Na avaliação da assessoria jurídica da Terra de Direitos, organização que assessora as comunidades tradicionais de Nova Brasília na Ilha do Mel, a realização de consulta aos povos tradicionais no processo de elaboração de uma lei é uma grande conquista, especialmente considerando o impacto e importância da implementação da normativa na vida das comunidades. “O processo de consulta prévia às comunidades de nativos da Ilha do Mel evidencia que a consulta pode ser aplicada para elaboração de leis. Isso faz com que a legislação se aproxime das realidades e reivindicações de povos tradicionais. Parte significativa das leis voltadas para esta população são elaboradas sem diálogo com grupos afetados pela implementação da lei”, enfatiza.

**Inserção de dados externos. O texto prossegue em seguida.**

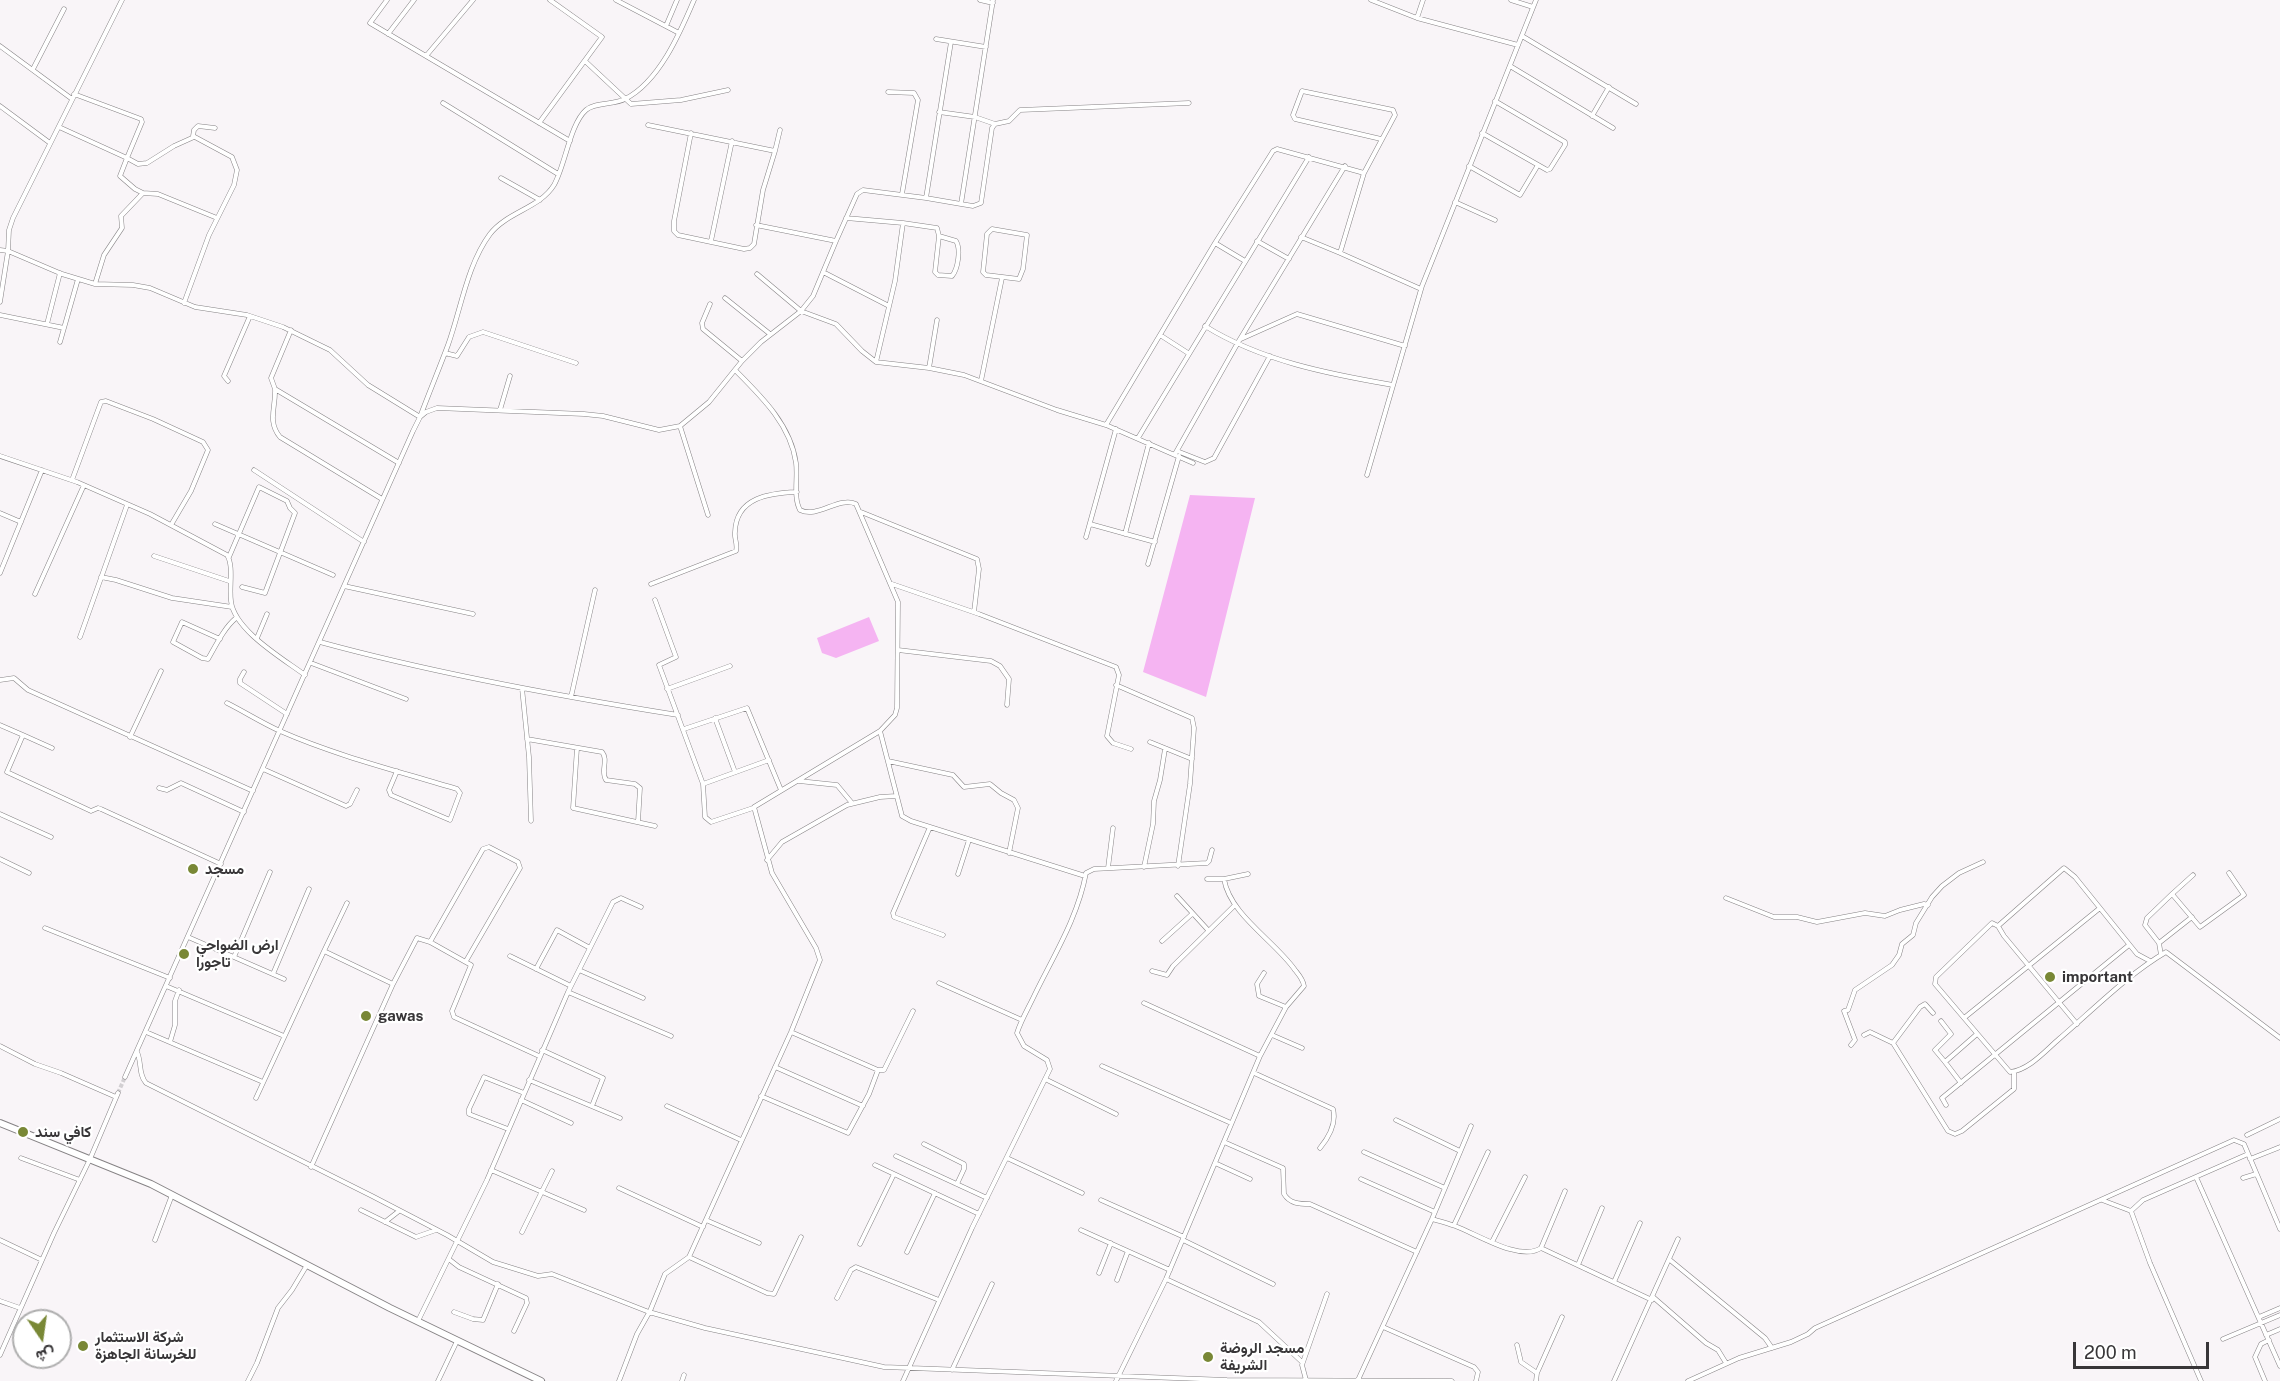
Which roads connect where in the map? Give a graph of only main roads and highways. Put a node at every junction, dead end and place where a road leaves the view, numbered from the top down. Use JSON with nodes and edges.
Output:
{"nodes":[{"id":1,"x":0,"y":1123,"type":"edge"},
{"id":2,"x":541,"y":1381,"type":"edge"}],
"edges":[{"from":1,"to":2,"type":"main road"}]}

A comunidade de nativos de Nova Brasília, que inclui as comunidades Tradicionais de Brasília, Farol, Praia Grande e Fortaleza, possuem um protocolo de consulta onde apontam como as comunidades querem ser consultadas sobre medidas do Estado ou iniciativa privada que afetem seus modos de vida.

Mudanças pela nova lei

A nova lei estabelece que o IAT terá a responsabilidade de fiscalizar e administrar o território, com a colaboração do município de Paranaguá e da União. Para coordenar as ações, será criada uma Unidade de Administração da Ilha do Mel (Unadim), composta por um comitê gestor com representantes dos três níveis de governo. A proposta institucionaliza a participação social ao determinar a criação de um Conselho Comunitário Consultivo para garantir a participação da comunidade local nas decisões. A legislação anterior apenas previa que poderia ser criado o Conselho Comunitário, o que não garantia segurança na execução da ação. Com a nova lei, as comunidades tradicionais têm a garantia do acesso e participação da população tradicional à formulação, implementação e avaliação das políticas públicas.

O projeto de lei a ser sancionado ainda determina o incentivo ao Turismo de Base Comunitária a fim de garantir geração de renda e valorização da cultural local.

“Essa Lei é fundamental para assegurar os direitos das comunidades tradicionais em seu território, garantindo o título de posse registrado em cartório. Isso facilitará solicitações de reformas e construções, garantindo prazos claros e processos mais ágeis. Além disso, a Lei assegura que qualquer obra significativa, alteração de portarias ou novas regulamentações só possam ser feitas após consulta às comunidades, garantindo que os nativos tenham voz ativa em decisões que impactam seu modo de vida”, aponta Felipe. A liderança também se refere a ampliação de área destinada para moradia para a comunidade tradicional residente na Ponta Oeste e a regularização via Título de Concessão de Uso e Termo de Autorização do Uso Sustentável (TAUS) pelo Estado do Paraná, medidas que garantem segurança fundiária para as comunidades.

Entre outras medidas, a lei ainda prevê a valorização dos festejos culturais da Festa da Tainha, bem como assegura o direito coletivo à pesca tradicional, a apresentação do Plano de Contenção Marítimo pelo Instituto Água e Terra, a fim de conter a erosão e os desastres naturais passíveis de ocorrência na Ilha do Mel, a isenção de taxa de concessão de uso de terreno aos reconhecidamente nativos e o estabelecimento de prazo de sessenta dias para resposta de autorização do IAT para execução de obras na Ilha. As comunidades nativas denunciavam a demora do órgão em responder ao requerimento de autorização.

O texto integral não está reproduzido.